(Dataset entries)

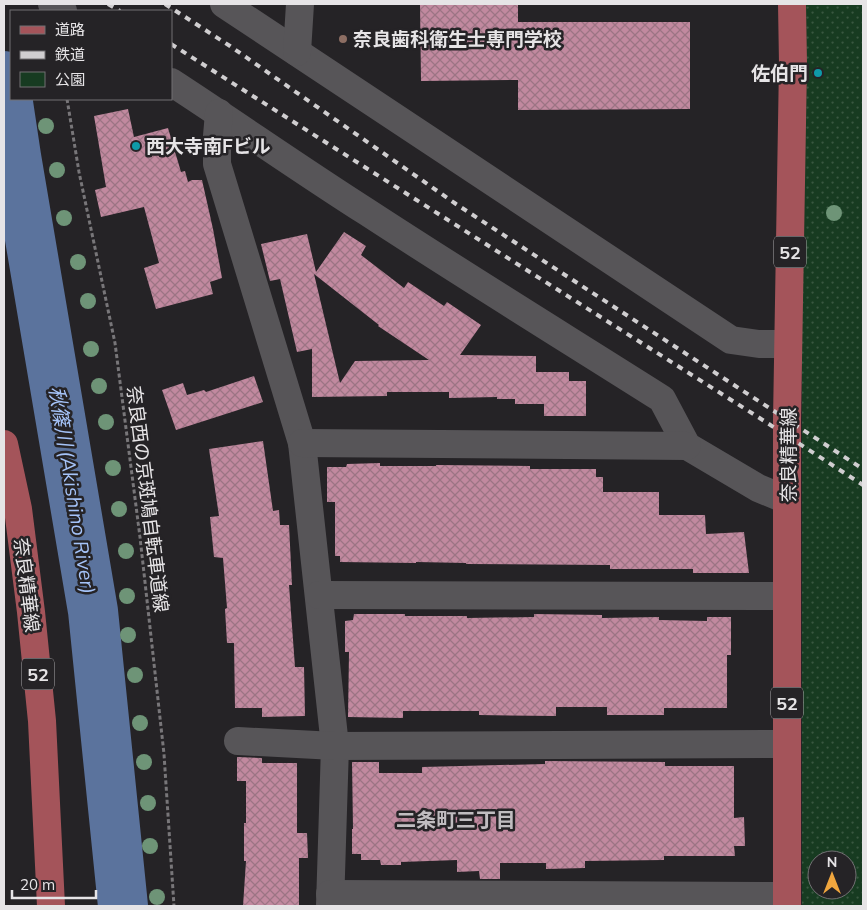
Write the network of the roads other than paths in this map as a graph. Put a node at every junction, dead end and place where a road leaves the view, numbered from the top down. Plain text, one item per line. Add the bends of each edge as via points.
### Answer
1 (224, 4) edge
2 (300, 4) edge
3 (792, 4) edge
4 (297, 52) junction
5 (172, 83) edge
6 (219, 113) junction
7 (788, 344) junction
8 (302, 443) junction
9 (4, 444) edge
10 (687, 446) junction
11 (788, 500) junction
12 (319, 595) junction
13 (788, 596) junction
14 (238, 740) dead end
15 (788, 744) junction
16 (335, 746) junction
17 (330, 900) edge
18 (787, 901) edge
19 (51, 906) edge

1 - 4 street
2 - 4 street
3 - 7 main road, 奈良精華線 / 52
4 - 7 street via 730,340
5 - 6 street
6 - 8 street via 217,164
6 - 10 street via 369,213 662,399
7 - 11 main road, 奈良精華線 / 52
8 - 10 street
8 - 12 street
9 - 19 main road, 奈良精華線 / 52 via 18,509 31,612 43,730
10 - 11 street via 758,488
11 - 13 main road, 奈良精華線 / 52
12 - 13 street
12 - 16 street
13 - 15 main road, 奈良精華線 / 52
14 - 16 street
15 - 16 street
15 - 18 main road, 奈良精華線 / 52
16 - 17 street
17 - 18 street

What you should do: The records above, copied word for word without the pictures, are what should be output.

Exercise result:
Write the network of the roads other than paths in this map as a graph. Put a node at every junction, dead end and place where a road leaves the view, numbered from the top down. Plain text, one item per line. Add the bends of each edge as via points.
### Answer
1 (224, 4) edge
2 (300, 4) edge
3 (792, 4) edge
4 (297, 52) junction
5 (172, 83) edge
6 (219, 113) junction
7 (788, 344) junction
8 (302, 443) junction
9 (4, 444) edge
10 (687, 446) junction
11 (788, 500) junction
12 (319, 595) junction
13 (788, 596) junction
14 (238, 740) dead end
15 (788, 744) junction
16 (335, 746) junction
17 (330, 900) edge
18 (787, 901) edge
19 (51, 906) edge

1 - 4 street
2 - 4 street
3 - 7 main road, 奈良精華線 / 52
4 - 7 street via 730,340
5 - 6 street
6 - 8 street via 217,164
6 - 10 street via 369,213 662,399
7 - 11 main road, 奈良精華線 / 52
8 - 10 street
8 - 12 street
9 - 19 main road, 奈良精華線 / 52 via 18,509 31,612 43,730
10 - 11 street via 758,488
11 - 13 main road, 奈良精華線 / 52
12 - 13 street
12 - 16 street
13 - 15 main road, 奈良精華線 / 52
14 - 16 street
15 - 16 street
15 - 18 main road, 奈良精華線 / 52
16 - 17 street
17 - 18 street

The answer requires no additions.